Hi, I'm suspecting it related to the high memory usage of the XBZRLE feature. What is the amount of memory the hosts have? Can you print the memory usage when migration fails? does it happen when you set the cache size to a smaller value (migrate_set_cache_size)? Thanks, Orit
(In reply to Orit Wasserman from comment #2) > Hi, > I'm suspecting it related to the high memory usage of the XBZRLE feature. > What is the amount of memory the hosts have? The host has 8G mem > Can you print the memory usage when migration fails? Below is the host memory usage when migration fails.
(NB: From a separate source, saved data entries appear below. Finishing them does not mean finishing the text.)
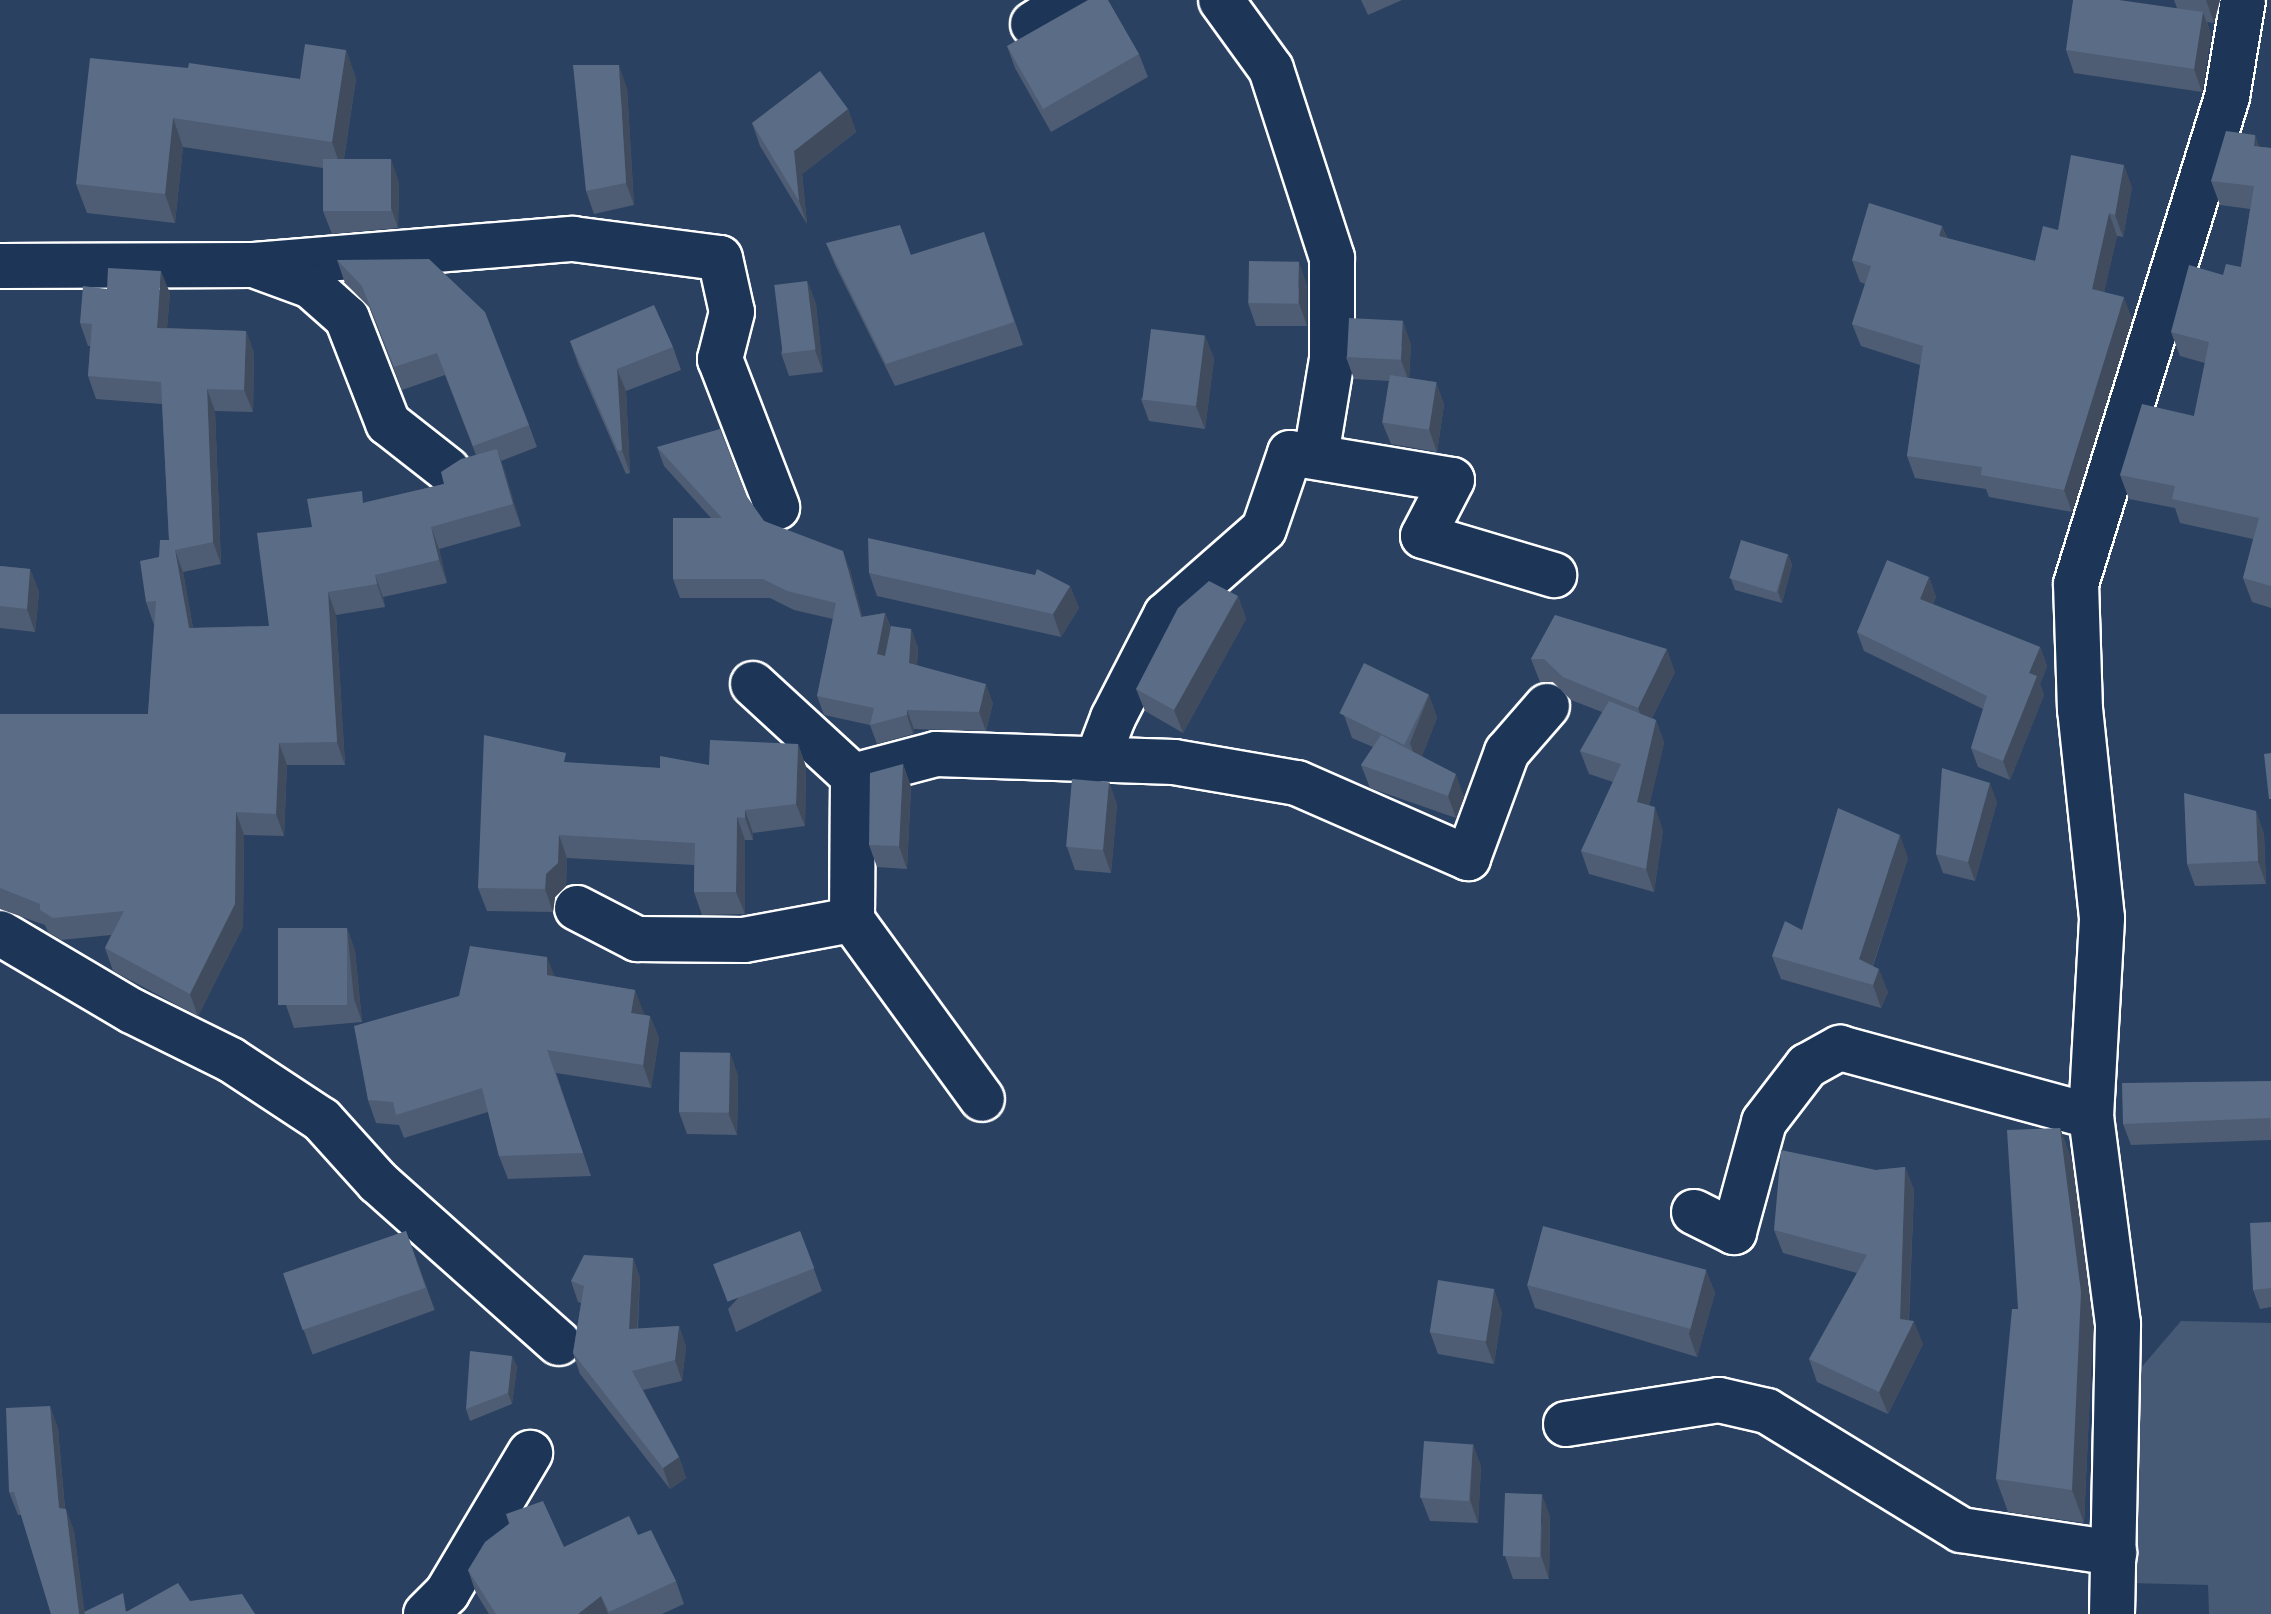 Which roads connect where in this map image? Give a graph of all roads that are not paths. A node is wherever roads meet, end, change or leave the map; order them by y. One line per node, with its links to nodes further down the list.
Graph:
1 (1071, 0): 4 (street)
2 (1221, 0): 7 (street)
3 (2243, 0): 19 (street)
4 (1033, 24)
5 (254, 265): 6 (street); 8 (street); 9 (street)
6 (0, 266)
7 (1316, 456): 10 (street); 13 (street)
8 (448, 470)
9 (777, 507)
10 (1554, 575)
11 (753, 684): 14 (street)
12 (1547, 706): 13 (street)
13 (1097, 760): 14 (street)
14 (853, 776): 16 (street)
15 (577, 908): 16 (street)
16 (852, 920): 18 (street)
17 (0, 933): 21 (street)
18 (982, 1099)
19 (2091, 1116): 20 (street); 24 (street)
20 (1694, 1212)
21 (559, 1343)
22 (1566, 1424): 24 (street)
23 (530, 1453): 25 (street)
24 (2114, 1553): 26 (street)
25 (426, 1614)
26 (2112, 1614)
I re-test and reproduce again still with 2G migration cache size. #cat /proc/meminfo MemTotal: 7911636 kB MemFree: 4280912 kB Buffers: 36 kB Cached: 1333200 kB SwapCached: 968 kB Active: 2421036 kB Inactive: 1050756 kB Active(anon): 2069740 kB Inactive(anon): 75688 kB Active(file): 351296 kB Inactive(file): 975068 kB Unevictable: 0 kB Mlocked: 0 kB SwapTotal: 8273916 kB SwapFree: 8272240 kB Dirty: 88 kB Writeback: 0 kB AnonPages: 2138048 kB Mapped: 21272 kB Shmem: 6852 kB Slab: 54464 kB SReclaimable: 19512 kB SUnreclaim: 34952 kB KernelStack: 1560 kB PageTables: 11228 kB NFS_Unstable: 0 kB Bounce: 0 kB WritebackTmp: 0 kB CommitLimit: 12229732 kB Committed_AS: 2567384 kB VmallocTotal: 34359738367 kB VmallocUsed: 150644 kB VmallocChunk: 34359584748 kB HardwareCorrupted: 0 kB AnonHugePages: 1992704 kB HugePages_Total: 0 HugePages_Free: 0 HugePages_Rsvd: 0 HugePages_Surp: 0 Hugepagesize: 2048 kB DirectMap4k: 98072 kB DirectMap2M: 4091904 kB DirectMap1G: 4194304 kB #free -m total used free shared buffers cached Mem: 7726 3545 4180 6 0 1301 -/+ buffers/cache: 2243 5482 Swap: 8079 1 8078 > does it happen when you set the cache size to a smaller value > (migrate_set_cache_size)? I have not reproduced the bug with a smaller value so far (I used 512M cache size and tried 5 times already) > > Thanks, > Orit
(In reply to Qunfang Zhang from comment #0) > > How reproducible: > Always Sometimes (as in summary)